Now, I’m 36. I’m married with 4 children. I work full time as a claims examiner. We’re still “in the middle of a pandemic” but it’s like an eternal middle. I barely remember when it began and I don’t know when it’s going to end. I keep spare masks in the car and my pocket book. Antibacterial wipes and hand sanitizer in every room. I spray Lysol when the kids get out of the car. I vacuum the car once a week. There’s Clorox wipes for their bookbags and lunch boxes. We always take our shoes off at the door. I’m still working from home and caring for my toddler full time. Everything is always this mosaic. My life is like her artwork. It’s colorful but many of the lines connect and overlap. There aren’t many clear definitive lines. All I know for sure is there are no days off.
Yet, when I go to Aunt Jo’s the reception is still the same. My youngest god brother is still there and he’s a gifted cook. I walk in and listen to the vegetable oil crackle in the frying pan. He’s slicing cucumbers and seasoning them with salt and pepper. My godmother is on the floor with a flashlight and a Swiffer mop trying to find my son’s matchbox car. The girls are in my niece’s bedroom choreographing some new dance that they want to perform for us, quite the unworthy and exhausted audience. Nonetheless, they are sweating and we can hear the music and feel the ground rumble. My godmother just smiles. She doesn’t tell them to shut the hell up or stop before they break something. Their voices seem to bring her joy.

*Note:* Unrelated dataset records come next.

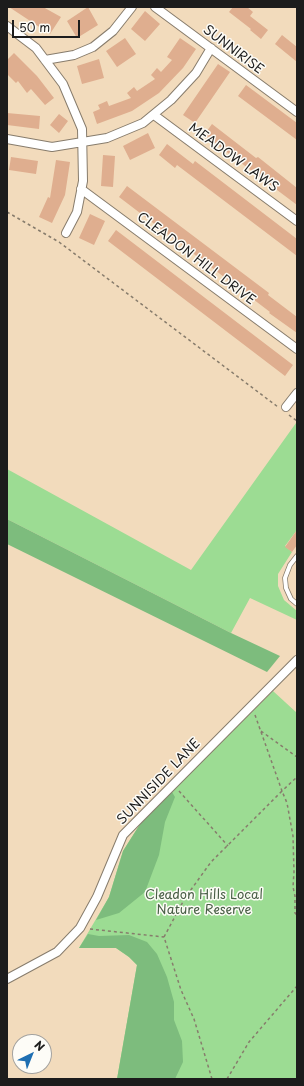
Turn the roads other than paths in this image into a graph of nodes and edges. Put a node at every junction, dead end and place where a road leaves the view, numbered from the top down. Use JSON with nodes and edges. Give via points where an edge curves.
{"nodes":[{"id":1,"x":132,"y":7,"type":"edge"},
{"id":2,"x":155,"y":7,"type":"edge"},
{"id":3,"x":7,"y":26,"type":"edge"},
{"id":4,"x":211,"y":48,"type":"junction"},
{"id":5,"x":45,"y":60,"type":"junction"},
{"id":6,"x":297,"y":112,"type":"edge"},
{"id":7,"x":154,"y":115,"type":"junction"},
{"id":8,"x":7,"y":140,"type":"edge"},
{"id":9,"x":82,"y":141,"type":"junction"},
{"id":10,"x":82,"y":189,"type":"junction"},
{"id":11,"x":297,"y":221,"type":"edge"},
{"id":12,"x":66,"y":233,"type":"dead end"},
{"id":13,"x":297,"y":349,"type":"edge"},
{"id":14,"x":297,"y":393,"type":"edge"},
{"id":15,"x":286,"y":411,"type":"road end"},
{"id":16,"x":297,"y":556,"type":"edge"},
{"id":17,"x":297,"y":604,"type":"edge"},
{"id":18,"x":297,"y":660,"type":"edge"},
{"id":19,"x":7,"y":979,"type":"edge"}],
"edges":[{"from":1,"to":5,"type":"street","via":[[113,31],[93,47],[74,55]]},
{"from":2,"to":4,"type":"street","name":"SUNNIRISE"},
{"from":3,"to":5,"type":"street","via":[[36,48]]},
{"from":4,"to":6,"type":"street","name":"SUNNIRISE"},
{"from":4,"to":7,"type":"street","via":[[196,73]]},
{"from":5,"to":9,"type":"street","via":[[64,84],[82,129]]},
{"from":7,"to":9,"type":"street","via":[[143,123],[106,138]]},
{"from":7,"to":11,"type":"street","name":"MEADOW LAWS"},
{"from":8,"to":9,"type":"street","via":[[52,147]]},
{"from":9,"to":10,"type":"street"},
{"from":10,"to":12,"type":"street","via":[[77,212]]},
{"from":10,"to":13,"type":"street","name":"CLEADON HILL DRIVE"},
{"from":14,"to":15,"type":"street"},
{"from":16,"to":17,"type":"lane","via":[[285,578],[291,599]]},
{"from":18,"to":19,"type":"street","name":"SUNNISIDE LANE","via":[[123,835],[97,897],[80,928],[57,952]]}]}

The kitchen is different. There’s some renovations being made. My bare feet do a little shuffle across the brand new ebony floor. I like new things. I call out to my brother in the bathroom, “are these floors marble?” He tells me they’re porcelain. I look down and examine the sparkle of the light. My feet seem to get lost beneath me. I’m sinking but I don’t mind.
The pork chops are done. There’s no rice. Rice is overrated. My godmother takes my plate and as I’m rounding up my kids and hugging everyone she tells me she’s looking forward to seeing us again. We were here two weeks ago.
I feel wanted. I can’t even find the words to say. A speechless writer. A mute poet. All I can do is wave and say “thank you.” I haven’t been in the basement since my uncle transitioned. Still feels sacred. Even more so now. I think I’d still announce myself. A sanctuary is a safe space and I’ll forever be grateful for mine.